Top of RECORDS FOR THIS EXERCISE
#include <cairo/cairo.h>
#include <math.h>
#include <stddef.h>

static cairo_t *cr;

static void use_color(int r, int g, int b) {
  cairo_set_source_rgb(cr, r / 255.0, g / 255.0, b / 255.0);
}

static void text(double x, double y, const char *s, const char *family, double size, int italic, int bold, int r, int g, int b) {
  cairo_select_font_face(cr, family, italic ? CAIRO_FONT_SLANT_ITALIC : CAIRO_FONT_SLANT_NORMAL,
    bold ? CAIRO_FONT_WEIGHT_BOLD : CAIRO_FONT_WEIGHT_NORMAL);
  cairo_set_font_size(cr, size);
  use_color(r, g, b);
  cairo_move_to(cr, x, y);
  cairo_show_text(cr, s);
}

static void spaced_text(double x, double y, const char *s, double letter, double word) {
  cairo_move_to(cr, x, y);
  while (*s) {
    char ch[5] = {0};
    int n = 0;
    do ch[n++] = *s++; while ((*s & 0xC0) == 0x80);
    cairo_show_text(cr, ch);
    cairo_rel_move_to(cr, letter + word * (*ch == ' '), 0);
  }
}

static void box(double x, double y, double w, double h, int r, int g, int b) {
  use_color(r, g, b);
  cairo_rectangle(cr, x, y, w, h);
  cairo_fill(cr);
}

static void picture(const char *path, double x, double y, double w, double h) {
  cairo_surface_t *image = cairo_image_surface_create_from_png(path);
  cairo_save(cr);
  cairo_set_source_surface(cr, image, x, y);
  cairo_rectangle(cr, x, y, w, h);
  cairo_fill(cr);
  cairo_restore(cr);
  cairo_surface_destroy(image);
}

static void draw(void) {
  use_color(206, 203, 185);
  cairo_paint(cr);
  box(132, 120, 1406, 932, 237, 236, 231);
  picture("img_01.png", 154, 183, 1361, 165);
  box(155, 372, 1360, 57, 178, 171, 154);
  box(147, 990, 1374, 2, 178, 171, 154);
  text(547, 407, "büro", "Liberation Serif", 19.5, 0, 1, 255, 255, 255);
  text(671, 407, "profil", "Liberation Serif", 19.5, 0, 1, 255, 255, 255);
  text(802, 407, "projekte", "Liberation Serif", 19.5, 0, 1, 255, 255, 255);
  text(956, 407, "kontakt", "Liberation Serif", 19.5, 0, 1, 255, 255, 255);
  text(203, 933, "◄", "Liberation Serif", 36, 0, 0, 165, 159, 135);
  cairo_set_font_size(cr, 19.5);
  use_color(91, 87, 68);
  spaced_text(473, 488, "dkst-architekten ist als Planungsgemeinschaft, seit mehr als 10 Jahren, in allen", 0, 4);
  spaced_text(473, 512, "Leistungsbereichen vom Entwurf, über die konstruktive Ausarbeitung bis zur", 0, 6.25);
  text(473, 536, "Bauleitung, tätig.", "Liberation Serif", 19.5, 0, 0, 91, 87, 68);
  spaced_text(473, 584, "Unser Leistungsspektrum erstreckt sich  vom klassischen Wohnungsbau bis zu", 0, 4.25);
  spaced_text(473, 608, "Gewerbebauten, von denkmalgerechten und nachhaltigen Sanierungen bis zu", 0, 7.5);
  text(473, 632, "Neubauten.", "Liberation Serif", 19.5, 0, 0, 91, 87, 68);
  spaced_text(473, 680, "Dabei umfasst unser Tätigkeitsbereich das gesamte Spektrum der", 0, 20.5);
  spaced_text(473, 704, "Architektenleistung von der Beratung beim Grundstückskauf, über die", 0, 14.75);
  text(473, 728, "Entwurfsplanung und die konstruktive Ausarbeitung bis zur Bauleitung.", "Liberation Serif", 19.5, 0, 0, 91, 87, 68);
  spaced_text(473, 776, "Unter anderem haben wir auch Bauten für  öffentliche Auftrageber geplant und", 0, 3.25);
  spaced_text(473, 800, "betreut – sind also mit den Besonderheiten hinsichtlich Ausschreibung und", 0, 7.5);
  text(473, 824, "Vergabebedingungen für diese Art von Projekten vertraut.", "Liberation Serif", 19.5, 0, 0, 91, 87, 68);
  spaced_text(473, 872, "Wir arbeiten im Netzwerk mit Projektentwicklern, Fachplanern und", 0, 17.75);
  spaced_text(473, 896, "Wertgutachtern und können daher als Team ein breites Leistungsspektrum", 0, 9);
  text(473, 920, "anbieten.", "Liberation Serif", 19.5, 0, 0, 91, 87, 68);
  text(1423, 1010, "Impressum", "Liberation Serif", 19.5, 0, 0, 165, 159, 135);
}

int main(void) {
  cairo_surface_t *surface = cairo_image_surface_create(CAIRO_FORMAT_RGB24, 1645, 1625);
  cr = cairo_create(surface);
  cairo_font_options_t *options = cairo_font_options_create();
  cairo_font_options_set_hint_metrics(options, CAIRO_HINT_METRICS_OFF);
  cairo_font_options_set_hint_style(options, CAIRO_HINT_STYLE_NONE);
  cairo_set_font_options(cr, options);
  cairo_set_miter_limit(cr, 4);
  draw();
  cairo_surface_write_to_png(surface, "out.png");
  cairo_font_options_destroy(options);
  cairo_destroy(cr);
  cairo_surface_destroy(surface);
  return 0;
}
Bottom of RECORDS FOR THIS EXERCISE
Please output the lines of the listing above that fall in the stretch from the one with "cairo_set_source_surface(cr, image, x, y);" through the one with "static void draw(void)", exactly and only those.

_SOLUTION TO THIS PROBLEM_
  cairo_set_source_surface(cr, image, x, y);
  cairo_rectangle(cr, x, y, w, h);
  cairo_fill(cr);
  cairo_restore(cr);
  cairo_surface_destroy(image);
}

static void draw(void) {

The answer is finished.